= Collected data entries =
▬▬▬▬▬▬
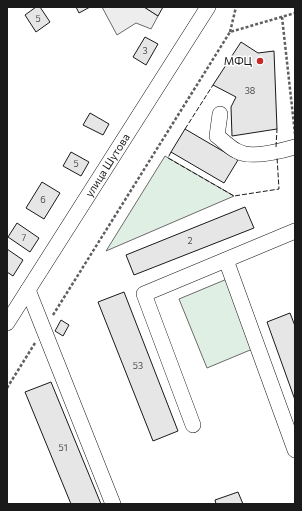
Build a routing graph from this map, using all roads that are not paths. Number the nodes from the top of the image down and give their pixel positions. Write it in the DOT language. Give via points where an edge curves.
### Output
graph roads {
  1 [pos="208,7"];
  2 [pos="220,114"];
  3 [pos="295,147"];
  4 [pos="295,231"];
  5 [pos="226,260"];
  6 [pos="28,290"];
  7 [pos="7,323"];
  8 [pos="193,425"];
  9 [pos="295,450"];
  10 [pos="113,504"];
  1 -- 6 [label="street, улица Шутова"];
  2 -- 3 [label="street" via="217,136 238,152 276,152"];
  4 -- 5 [label="street"];
  5 -- 8 [label="street" via="144,294"];
  5 -- 9 [label="street"];
  6 -- 7 [label="street, улица Шутова"];
  6 -- 10 [label="street"];
}
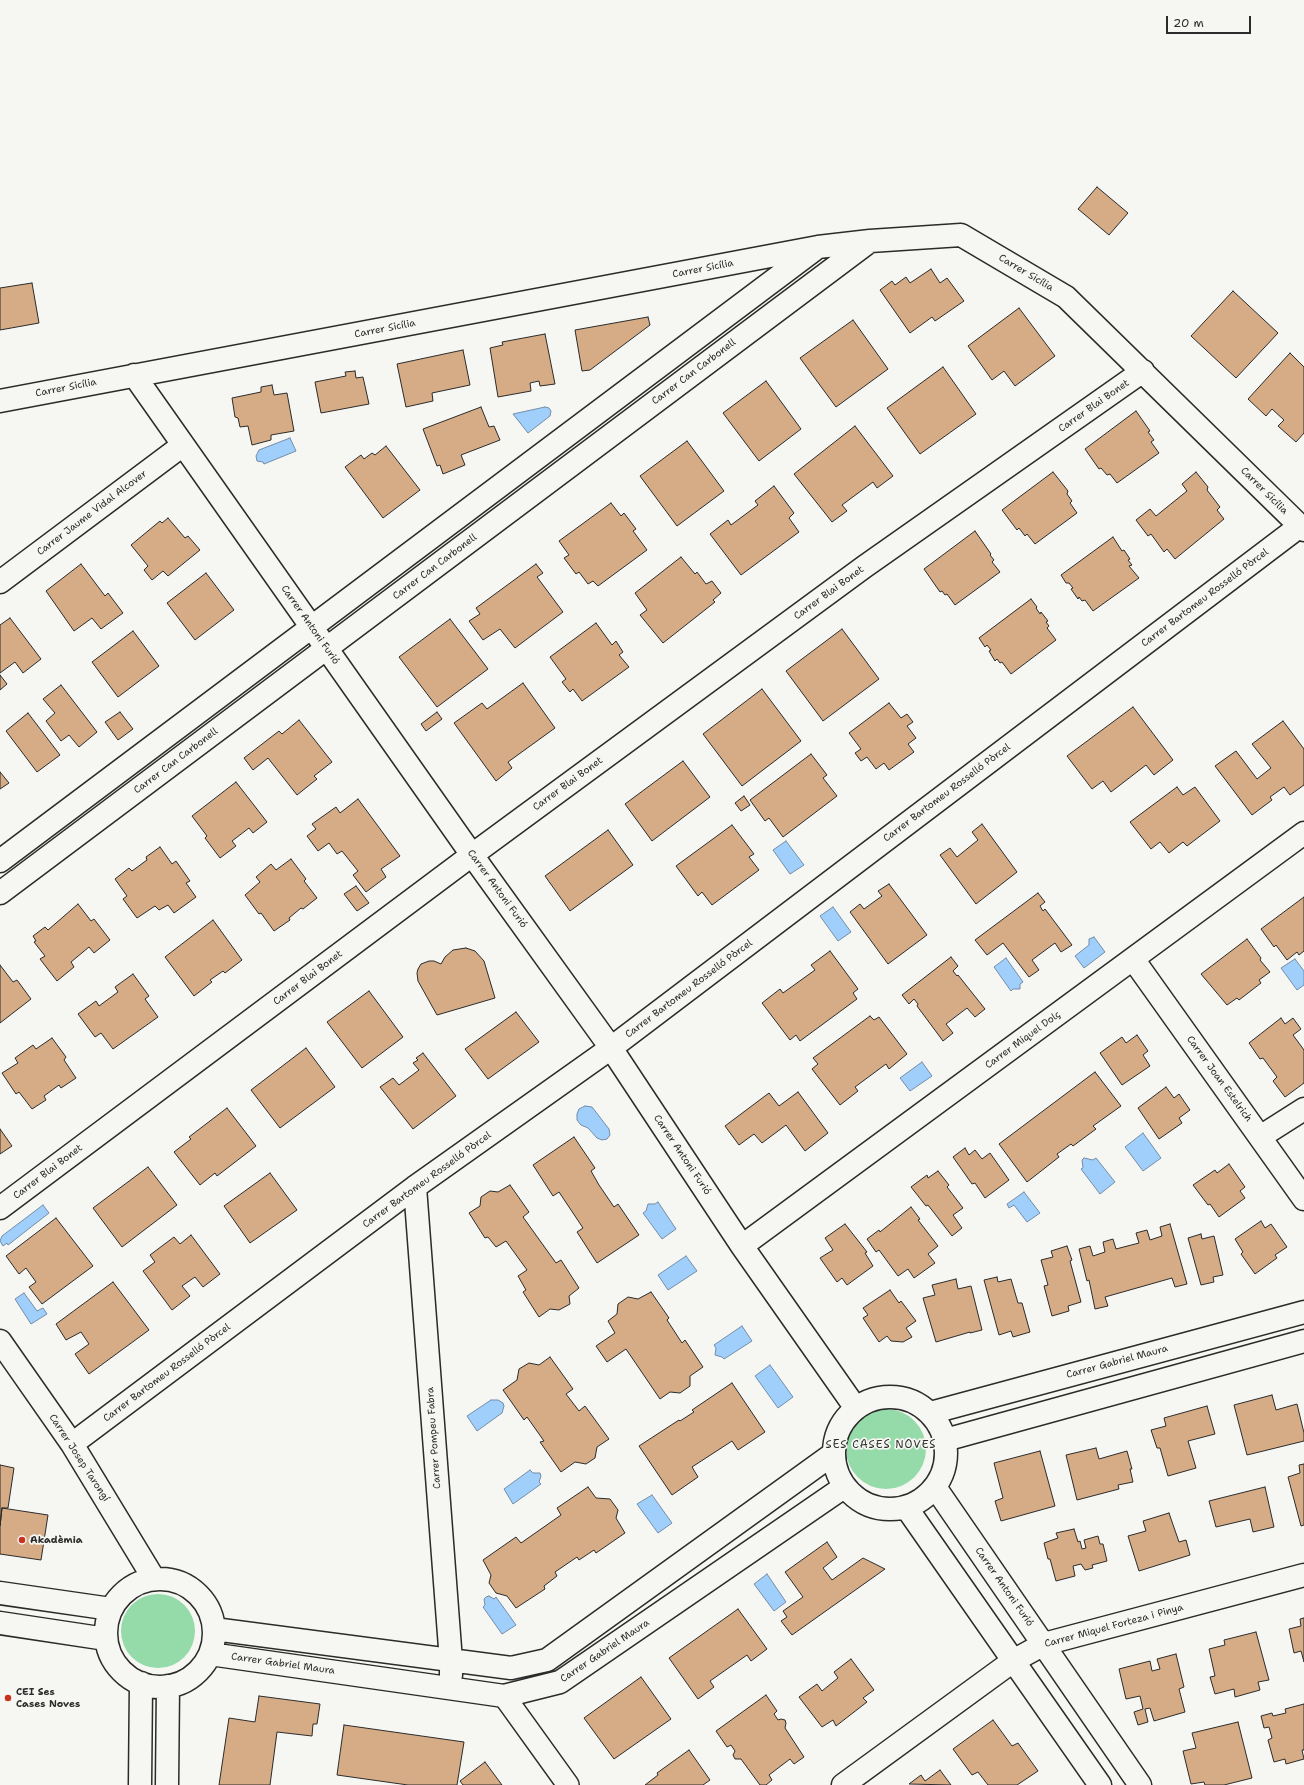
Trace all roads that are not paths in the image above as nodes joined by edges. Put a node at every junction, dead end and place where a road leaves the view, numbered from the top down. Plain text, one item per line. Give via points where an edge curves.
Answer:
1 (870, 241) junction
2 (818, 247) junction
3 (1143, 372) junction
4 (134, 375) junction
5 (0, 401) edge
6 (183, 445) junction
7 (1302, 528) edge
8 (0, 582) edge
9 (312, 627) junction
10 (326, 648) junction
11 (1304, 833) edge
12 (472, 855) junction
13 (0, 861) edge
14 (0, 893) edge
15 (1133, 959) junction
16 (611, 1048) junction
17 (1304, 1109) edge
18 (1260, 1136) junction
19 (415, 1187) junction
20 (1304, 1199) edge
21 (0, 1208) edge
22 (742, 1246) junction
23 (1304, 1312) edge
24 (0, 1340) edge
25 (1304, 1341) edge
26 (855, 1407) junction
27 (930, 1413) junction
28 (945, 1440) junction
29 (72, 1444) junction
30 (833, 1454) junction
31 (844, 1486) junction
32 (935, 1488) junction
33 (906, 1507) junction
34 (1304, 1575) edge
35 (154, 1578) junction
36 (0, 1593) edge
37 (111, 1609) junction
38 (0, 1623) edge
39 (214, 1629) junction
40 (106, 1639) junction
41 (1044, 1644) junction
42 (210, 1654) junction
43 (451, 1661) junction
44 (1014, 1661) junction
45 (141, 1683) junction
46 (168, 1686) junction
47 (451, 1689) junction
48 (504, 1696) junction
49 (140, 1785) edge
50 (167, 1785) edge
51 (568, 1785) edge
52 (844, 1785) edge
53 (1100, 1785) edge
54 (1140, 1785) edge

1 - 2 street, Carrer Sicília
1 - 3 street, Carrer Sicília via 961,235 1066,296
1 - 10 street, Carrer Can Carbonell
2 - 4 street, Carrer Sicília
2 - 9 street
3 - 7 street, Carrer Sicília
3 - 12 street, Carrer Blai Bonet via 864,567
4 - 5 street, Carrer Sicília
4 - 6 street, Carrer Antoni Furió
6 - 8 street, Carrer Jaume Vidal Alcover
6 - 9 street, Carrer Antoni Furió
7 - 16 street, Carrer Bartomeu Rosselló Pòrcel
9 - 10 street, Carrer Antoni Furió
9 - 13 street
10 - 12 street, Carrer Antoni Furió
10 - 14 street, Carrer Can Carbonell
11 - 15 street, Carrer Miquel Dolç
12 - 16 street, Carrer Antoni Furió
12 - 21 street, Carrer Blai Bonet
15 - 18 street, Carrer Joan Estelrich
15 - 22 street, Carrer Miquel Dolç
16 - 19 street, Carrer Bartomeu Rosselló Pòrcel
16 - 22 street, Carrer Antoni Furió
17 - 18 street
18 - 20 street, Carrer Joan Estelrich
19 - 29 street, Carrer Bartomeu Rosselló Pòrcel
19 - 43 street, Carrer Pompeu Fabra
22 - 26 street, Carrer Antoni Furió
23 - 27 street, Carrer Gabriel Maura
24 - 29 street, Carrer Josep Tarongí
25 - 28 street
26 - 27 street via 885,1396 902,1397 917,1403
26 - 30 street via 843,1420 835,1436
27 - 28 street via 939,1425
28 - 32 street via 943,1473
29 - 35 street, Carrer Josep Tarongí
30 - 31 street via 836,1471
30 - 43 street via 547,1660 510,1668
31 - 33 street via 856,1498 872,1506 889,1509
31 - 48 street, Carrer Gabriel Maura via 560,1682
32 - 33 street via 922,1499
32 - 41 street, Carrer Antoni Furió
33 - 44 street
34 - 41 street, Carrer Miquel Forteza i Pinya
35 - 37 street via 136,1584 121,1594
35 - 39 street via 170,1579 186,1585 198,1594 212,1616
36 - 37 street
37 - 40 street via 106,1624
38 - 40 street
39 - 42 street
39 - 43 street
40 - 45 street via 108,1651 115,1664 125,1675
41 - 44 street, Carrer Miquel Forteza i Pinya
41 - 54 street, Carrer Antoni Furió
42 - 46 street via 202,1668 190,1678
42 - 47 street, Carrer Gabriel Maura
43 - 47 street, Carrer Pompeu Fabra
44 - 52 street, Carrer Miquel Forteza i Pinya
44 - 53 street
45 - 46 street
45 - 49 street
46 - 50 street
47 - 48 street, Carrer Gabriel Maura
48 - 51 street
▬▬▬▬▬▬
= Assignment =
For the entries above, return an exact copy that omits the images.

= Solution to this task =
Build a routing graph from this map, using all roads that are not paths. Number the nodes from the top of the image down and give their pixel positions. Write it in the DOT language. Give via points where an edge curves.
### Output
graph roads {
  1 [pos="208,7"];
  2 [pos="220,114"];
  3 [pos="295,147"];
  4 [pos="295,231"];
  5 [pos="226,260"];
  6 [pos="28,290"];
  7 [pos="7,323"];
  8 [pos="193,425"];
  9 [pos="295,450"];
  10 [pos="113,504"];
  1 -- 6 [label="street, улица Шутова"];
  2 -- 3 [label="street" via="217,136 238,152 276,152"];
  4 -- 5 [label="street"];
  5 -- 8 [label="street" via="144,294"];
  5 -- 9 [label="street"];
  6 -- 7 [label="street, улица Шутова"];
  6 -- 10 [label="street"];
}
Trace all roads that are not paths in the image above as nodes joined by edges. Put a node at every junction, dead end and place where a road leaves the view, numbered from the top down. Plain text, one item per line. Give via points where an edge curves.
Answer:
1 (870, 241) junction
2 (818, 247) junction
3 (1143, 372) junction
4 (134, 375) junction
5 (0, 401) edge
6 (183, 445) junction
7 (1302, 528) edge
8 (0, 582) edge
9 (312, 627) junction
10 (326, 648) junction
11 (1304, 833) edge
12 (472, 855) junction
13 (0, 861) edge
14 (0, 893) edge
15 (1133, 959) junction
16 (611, 1048) junction
17 (1304, 1109) edge
18 (1260, 1136) junction
19 (415, 1187) junction
20 (1304, 1199) edge
21 (0, 1208) edge
22 (742, 1246) junction
23 (1304, 1312) edge
24 (0, 1340) edge
25 (1304, 1341) edge
26 (855, 1407) junction
27 (930, 1413) junction
28 (945, 1440) junction
29 (72, 1444) junction
30 (833, 1454) junction
31 (844, 1486) junction
32 (935, 1488) junction
33 (906, 1507) junction
34 (1304, 1575) edge
35 (154, 1578) junction
36 (0, 1593) edge
37 (111, 1609) junction
38 (0, 1623) edge
39 (214, 1629) junction
40 (106, 1639) junction
41 (1044, 1644) junction
42 (210, 1654) junction
43 (451, 1661) junction
44 (1014, 1661) junction
45 (141, 1683) junction
46 (168, 1686) junction
47 (451, 1689) junction
48 (504, 1696) junction
49 (140, 1785) edge
50 (167, 1785) edge
51 (568, 1785) edge
52 (844, 1785) edge
53 (1100, 1785) edge
54 (1140, 1785) edge

1 - 2 street, Carrer Sicília
1 - 3 street, Carrer Sicília via 961,235 1066,296
1 - 10 street, Carrer Can Carbonell
2 - 4 street, Carrer Sicília
2 - 9 street
3 - 7 street, Carrer Sicília
3 - 12 street, Carrer Blai Bonet via 864,567
4 - 5 street, Carrer Sicília
4 - 6 street, Carrer Antoni Furió
6 - 8 street, Carrer Jaume Vidal Alcover
6 - 9 street, Carrer Antoni Furió
7 - 16 street, Carrer Bartomeu Rosselló Pòrcel
9 - 10 street, Carrer Antoni Furió
9 - 13 street
10 - 12 street, Carrer Antoni Furió
10 - 14 street, Carrer Can Carbonell
11 - 15 street, Carrer Miquel Dolç
12 - 16 street, Carrer Antoni Furió
12 - 21 street, Carrer Blai Bonet
15 - 18 street, Carrer Joan Estelrich
15 - 22 street, Carrer Miquel Dolç
16 - 19 street, Carrer Bartomeu Rosselló Pòrcel
16 - 22 street, Carrer Antoni Furió
17 - 18 street
18 - 20 street, Carrer Joan Estelrich
19 - 29 street, Carrer Bartomeu Rosselló Pòrcel
19 - 43 street, Carrer Pompeu Fabra
22 - 26 street, Carrer Antoni Furió
23 - 27 street, Carrer Gabriel Maura
24 - 29 street, Carrer Josep Tarongí
25 - 28 street
26 - 27 street via 885,1396 902,1397 917,1403
26 - 30 street via 843,1420 835,1436
27 - 28 street via 939,1425
28 - 32 street via 943,1473
29 - 35 street, Carrer Josep Tarongí
30 - 31 street via 836,1471
30 - 43 street via 547,1660 510,1668
31 - 33 street via 856,1498 872,1506 889,1509
31 - 48 street, Carrer Gabriel Maura via 560,1682
32 - 33 street via 922,1499
32 - 41 street, Carrer Antoni Furió
33 - 44 street
34 - 41 street, Carrer Miquel Forteza i Pinya
35 - 37 street via 136,1584 121,1594
35 - 39 street via 170,1579 186,1585 198,1594 212,1616
36 - 37 street
37 - 40 street via 106,1624
38 - 40 street
39 - 42 street
39 - 43 street
40 - 45 street via 108,1651 115,1664 125,1675
41 - 44 street, Carrer Miquel Forteza i Pinya
41 - 54 street, Carrer Antoni Furió
42 - 46 street via 202,1668 190,1678
42 - 47 street, Carrer Gabriel Maura
43 - 47 street, Carrer Pompeu Fabra
44 - 52 street, Carrer Miquel Forteza i Pinya
44 - 53 street
45 - 46 street
45 - 49 street
46 - 50 street
47 - 48 street, Carrer Gabriel Maura
48 - 51 street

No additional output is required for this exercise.